N-methylation of anthracyclines modulates their cytotoxicity and pharmacokinetic in wild type and multidrug resistant cells.

Anthracyclines are the most commonly used classes of anticancer agents in chemotherapy. Development of resistance to these molecules is one of the major reasons for treatment failure. The overexpression of the membrane transporter P-glycoprotein (P-gp) is among the principal mechanisms involved in this phenomenon. This pump, which is responsible for the multidrug resistance (MDR) phenotype, decreases the toxicity of a wide range of unrelated anticancer drugs by increasing their cellular efflux. Structure-activity relationship experiments have shown that the positively charged amino group of the anthracyclines could be responsible for their transport by P-gp. Here, we used three new anthracyclines that shared the same chromophore but differed by the degree of N-methylation of their sugar moiety.

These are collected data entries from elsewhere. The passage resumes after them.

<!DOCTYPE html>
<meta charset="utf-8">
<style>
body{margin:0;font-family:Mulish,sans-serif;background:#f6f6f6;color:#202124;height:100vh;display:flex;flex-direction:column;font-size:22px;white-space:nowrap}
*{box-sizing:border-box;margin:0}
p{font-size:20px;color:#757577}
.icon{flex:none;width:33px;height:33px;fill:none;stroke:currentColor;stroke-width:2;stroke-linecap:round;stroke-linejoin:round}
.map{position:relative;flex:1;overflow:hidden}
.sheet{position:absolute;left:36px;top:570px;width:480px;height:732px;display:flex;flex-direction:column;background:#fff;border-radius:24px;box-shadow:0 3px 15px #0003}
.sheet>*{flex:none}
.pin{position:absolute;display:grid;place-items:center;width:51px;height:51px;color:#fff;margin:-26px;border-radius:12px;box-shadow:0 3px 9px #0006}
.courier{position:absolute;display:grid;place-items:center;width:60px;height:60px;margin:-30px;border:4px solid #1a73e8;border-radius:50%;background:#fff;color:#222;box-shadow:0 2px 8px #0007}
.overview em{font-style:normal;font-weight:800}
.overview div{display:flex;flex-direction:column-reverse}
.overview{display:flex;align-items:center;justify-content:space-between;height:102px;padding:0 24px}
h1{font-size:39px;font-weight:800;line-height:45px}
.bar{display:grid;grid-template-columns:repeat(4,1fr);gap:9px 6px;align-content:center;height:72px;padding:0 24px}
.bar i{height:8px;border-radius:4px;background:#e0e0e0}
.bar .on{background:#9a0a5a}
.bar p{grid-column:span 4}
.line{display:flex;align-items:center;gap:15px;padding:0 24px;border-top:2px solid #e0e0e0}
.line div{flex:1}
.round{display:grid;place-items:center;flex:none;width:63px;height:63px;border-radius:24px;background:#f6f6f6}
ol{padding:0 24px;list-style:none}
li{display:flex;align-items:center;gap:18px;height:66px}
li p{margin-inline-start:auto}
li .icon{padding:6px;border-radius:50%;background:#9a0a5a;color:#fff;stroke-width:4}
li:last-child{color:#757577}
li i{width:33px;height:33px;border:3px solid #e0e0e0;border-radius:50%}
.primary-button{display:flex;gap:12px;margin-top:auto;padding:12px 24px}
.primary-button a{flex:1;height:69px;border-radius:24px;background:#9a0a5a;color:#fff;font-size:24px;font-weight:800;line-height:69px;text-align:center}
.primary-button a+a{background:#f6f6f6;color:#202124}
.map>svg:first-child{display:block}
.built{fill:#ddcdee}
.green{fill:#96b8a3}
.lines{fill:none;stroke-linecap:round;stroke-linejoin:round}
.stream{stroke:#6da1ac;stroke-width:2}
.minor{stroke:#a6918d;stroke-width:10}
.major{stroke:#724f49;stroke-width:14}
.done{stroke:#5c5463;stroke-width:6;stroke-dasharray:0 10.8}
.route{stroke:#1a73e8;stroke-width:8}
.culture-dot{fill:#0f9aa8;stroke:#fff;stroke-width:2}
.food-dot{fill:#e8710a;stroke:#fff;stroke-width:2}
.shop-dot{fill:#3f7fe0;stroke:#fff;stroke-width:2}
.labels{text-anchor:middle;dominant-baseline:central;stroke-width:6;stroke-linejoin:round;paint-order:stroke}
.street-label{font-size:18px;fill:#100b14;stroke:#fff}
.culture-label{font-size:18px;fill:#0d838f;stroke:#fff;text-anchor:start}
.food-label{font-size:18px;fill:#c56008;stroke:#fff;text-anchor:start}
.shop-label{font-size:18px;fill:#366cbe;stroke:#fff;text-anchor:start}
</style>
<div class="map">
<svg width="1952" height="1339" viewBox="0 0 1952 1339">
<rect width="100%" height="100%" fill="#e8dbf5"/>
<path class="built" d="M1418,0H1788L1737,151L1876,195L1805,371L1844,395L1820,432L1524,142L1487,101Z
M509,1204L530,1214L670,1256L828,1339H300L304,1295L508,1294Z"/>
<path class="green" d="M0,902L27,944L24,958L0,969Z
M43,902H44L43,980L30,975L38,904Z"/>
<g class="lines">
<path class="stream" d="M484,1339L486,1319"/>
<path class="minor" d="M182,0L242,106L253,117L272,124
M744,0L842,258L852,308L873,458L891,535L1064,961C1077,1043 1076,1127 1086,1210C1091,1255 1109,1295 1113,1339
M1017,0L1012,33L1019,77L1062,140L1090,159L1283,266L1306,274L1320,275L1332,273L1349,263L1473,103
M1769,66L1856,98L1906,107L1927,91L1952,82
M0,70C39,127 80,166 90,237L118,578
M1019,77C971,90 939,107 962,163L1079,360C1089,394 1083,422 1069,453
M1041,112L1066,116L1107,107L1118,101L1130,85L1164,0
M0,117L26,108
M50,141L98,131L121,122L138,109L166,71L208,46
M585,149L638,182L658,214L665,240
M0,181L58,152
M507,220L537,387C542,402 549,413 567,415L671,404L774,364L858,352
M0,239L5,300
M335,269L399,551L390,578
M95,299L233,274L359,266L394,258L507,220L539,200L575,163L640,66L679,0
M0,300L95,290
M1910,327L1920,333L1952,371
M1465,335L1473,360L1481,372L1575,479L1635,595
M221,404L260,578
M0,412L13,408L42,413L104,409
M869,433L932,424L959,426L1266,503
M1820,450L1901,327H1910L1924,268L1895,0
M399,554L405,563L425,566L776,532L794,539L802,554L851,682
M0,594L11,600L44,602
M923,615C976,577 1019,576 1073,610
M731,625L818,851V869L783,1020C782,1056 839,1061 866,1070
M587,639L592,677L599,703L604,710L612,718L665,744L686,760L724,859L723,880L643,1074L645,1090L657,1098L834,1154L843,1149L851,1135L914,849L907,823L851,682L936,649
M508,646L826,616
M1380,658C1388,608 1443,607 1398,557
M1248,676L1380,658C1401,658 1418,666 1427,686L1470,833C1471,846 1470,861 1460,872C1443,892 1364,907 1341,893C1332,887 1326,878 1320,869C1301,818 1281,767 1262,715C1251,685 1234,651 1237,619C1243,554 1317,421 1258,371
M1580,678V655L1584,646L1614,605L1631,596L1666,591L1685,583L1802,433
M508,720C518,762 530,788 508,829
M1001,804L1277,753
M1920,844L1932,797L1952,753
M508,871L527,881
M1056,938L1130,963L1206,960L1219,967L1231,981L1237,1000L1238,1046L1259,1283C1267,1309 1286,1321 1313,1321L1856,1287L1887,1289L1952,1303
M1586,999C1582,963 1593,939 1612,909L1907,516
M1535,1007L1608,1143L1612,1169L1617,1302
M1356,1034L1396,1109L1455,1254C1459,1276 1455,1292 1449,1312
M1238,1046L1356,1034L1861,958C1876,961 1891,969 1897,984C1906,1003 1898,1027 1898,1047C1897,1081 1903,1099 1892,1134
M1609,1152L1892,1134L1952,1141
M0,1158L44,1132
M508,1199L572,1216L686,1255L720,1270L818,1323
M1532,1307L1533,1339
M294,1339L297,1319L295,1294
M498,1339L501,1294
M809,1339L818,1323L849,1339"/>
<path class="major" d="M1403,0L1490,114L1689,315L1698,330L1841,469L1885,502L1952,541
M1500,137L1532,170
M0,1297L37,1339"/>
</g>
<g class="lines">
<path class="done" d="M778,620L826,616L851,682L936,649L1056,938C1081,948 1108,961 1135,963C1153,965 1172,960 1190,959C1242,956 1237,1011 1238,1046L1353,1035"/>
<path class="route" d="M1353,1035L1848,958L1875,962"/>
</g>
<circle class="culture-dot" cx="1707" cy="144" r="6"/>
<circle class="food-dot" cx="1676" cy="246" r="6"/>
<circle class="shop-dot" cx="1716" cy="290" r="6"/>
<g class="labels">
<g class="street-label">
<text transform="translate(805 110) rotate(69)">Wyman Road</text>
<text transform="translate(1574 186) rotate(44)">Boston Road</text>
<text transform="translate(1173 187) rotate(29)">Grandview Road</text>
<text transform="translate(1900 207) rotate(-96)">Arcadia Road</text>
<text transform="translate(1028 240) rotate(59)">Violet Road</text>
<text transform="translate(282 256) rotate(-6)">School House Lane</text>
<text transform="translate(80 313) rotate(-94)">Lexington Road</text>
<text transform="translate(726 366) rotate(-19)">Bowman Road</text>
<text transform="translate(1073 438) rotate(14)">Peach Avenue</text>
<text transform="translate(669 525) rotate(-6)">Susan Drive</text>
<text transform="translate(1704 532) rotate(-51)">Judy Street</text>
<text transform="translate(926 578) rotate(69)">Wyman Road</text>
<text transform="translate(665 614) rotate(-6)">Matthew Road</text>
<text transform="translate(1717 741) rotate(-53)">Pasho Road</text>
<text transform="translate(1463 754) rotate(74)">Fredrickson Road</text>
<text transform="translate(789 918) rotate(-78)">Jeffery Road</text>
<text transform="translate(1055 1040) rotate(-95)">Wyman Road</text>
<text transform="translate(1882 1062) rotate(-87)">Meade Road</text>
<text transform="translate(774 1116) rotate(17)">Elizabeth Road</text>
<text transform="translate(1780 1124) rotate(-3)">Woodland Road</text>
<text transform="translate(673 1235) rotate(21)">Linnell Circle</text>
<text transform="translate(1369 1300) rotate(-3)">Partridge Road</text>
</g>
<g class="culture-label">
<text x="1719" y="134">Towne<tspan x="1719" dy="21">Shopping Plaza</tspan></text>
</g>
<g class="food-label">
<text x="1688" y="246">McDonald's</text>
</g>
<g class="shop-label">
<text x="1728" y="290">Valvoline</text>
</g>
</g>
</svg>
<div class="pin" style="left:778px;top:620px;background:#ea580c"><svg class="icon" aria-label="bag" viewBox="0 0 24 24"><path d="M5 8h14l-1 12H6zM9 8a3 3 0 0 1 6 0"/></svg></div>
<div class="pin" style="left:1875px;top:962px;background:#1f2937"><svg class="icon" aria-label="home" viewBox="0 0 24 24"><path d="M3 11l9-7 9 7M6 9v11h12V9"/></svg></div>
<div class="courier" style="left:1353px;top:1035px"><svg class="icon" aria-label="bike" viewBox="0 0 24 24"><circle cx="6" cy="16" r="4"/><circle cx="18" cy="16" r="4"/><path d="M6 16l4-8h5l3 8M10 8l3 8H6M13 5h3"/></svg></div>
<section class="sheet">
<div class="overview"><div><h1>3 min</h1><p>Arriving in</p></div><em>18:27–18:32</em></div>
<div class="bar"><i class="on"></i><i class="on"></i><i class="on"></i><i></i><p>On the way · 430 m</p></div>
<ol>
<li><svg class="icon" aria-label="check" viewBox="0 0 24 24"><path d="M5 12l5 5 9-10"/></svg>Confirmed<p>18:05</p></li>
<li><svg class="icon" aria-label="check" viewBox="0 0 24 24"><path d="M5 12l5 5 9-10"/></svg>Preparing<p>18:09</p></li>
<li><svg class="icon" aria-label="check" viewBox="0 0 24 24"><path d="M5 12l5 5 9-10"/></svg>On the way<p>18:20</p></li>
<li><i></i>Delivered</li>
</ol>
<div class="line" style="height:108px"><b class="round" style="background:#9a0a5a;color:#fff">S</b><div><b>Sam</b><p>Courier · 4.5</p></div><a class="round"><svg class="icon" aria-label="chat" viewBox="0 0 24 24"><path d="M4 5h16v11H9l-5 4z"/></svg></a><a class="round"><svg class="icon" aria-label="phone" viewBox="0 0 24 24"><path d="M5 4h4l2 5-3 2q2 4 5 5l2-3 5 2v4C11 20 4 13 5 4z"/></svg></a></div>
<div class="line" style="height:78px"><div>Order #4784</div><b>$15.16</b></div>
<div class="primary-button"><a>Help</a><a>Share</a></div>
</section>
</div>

Oxaunomycin (OXN) possessed a non-methylated amino group, while LB-1 was monomethylated and beta-clamycin T (BCT) was dimethylated. In sensitive cells (FLC), reduced cytotoxicity was related to the level of N-methylation; whereas in resistant cells (DOX-RFLC(1) and DOX-RFLC(2)) overexpressing different levels of P-gp, increased N-methylation enhanced anthracycline cytotoxicity. Decreased resistance in DOX-RFLCs was associated with an increased drug accumulation due to a reduced cellular efflux. As expected, the MDR modulator verapamil decreased resistance to these anthracyclines by increasing the cellular accumulation. These results suggest that N-methylation of anthracyclines circumvents resistance by diminishing drug transport by P-gp in MDR-positive cells. These observations could be the consequence of the steric hindrance created by the methyl group(s) which may impair the interaction between the positively charged amino group and the active site of P-gp.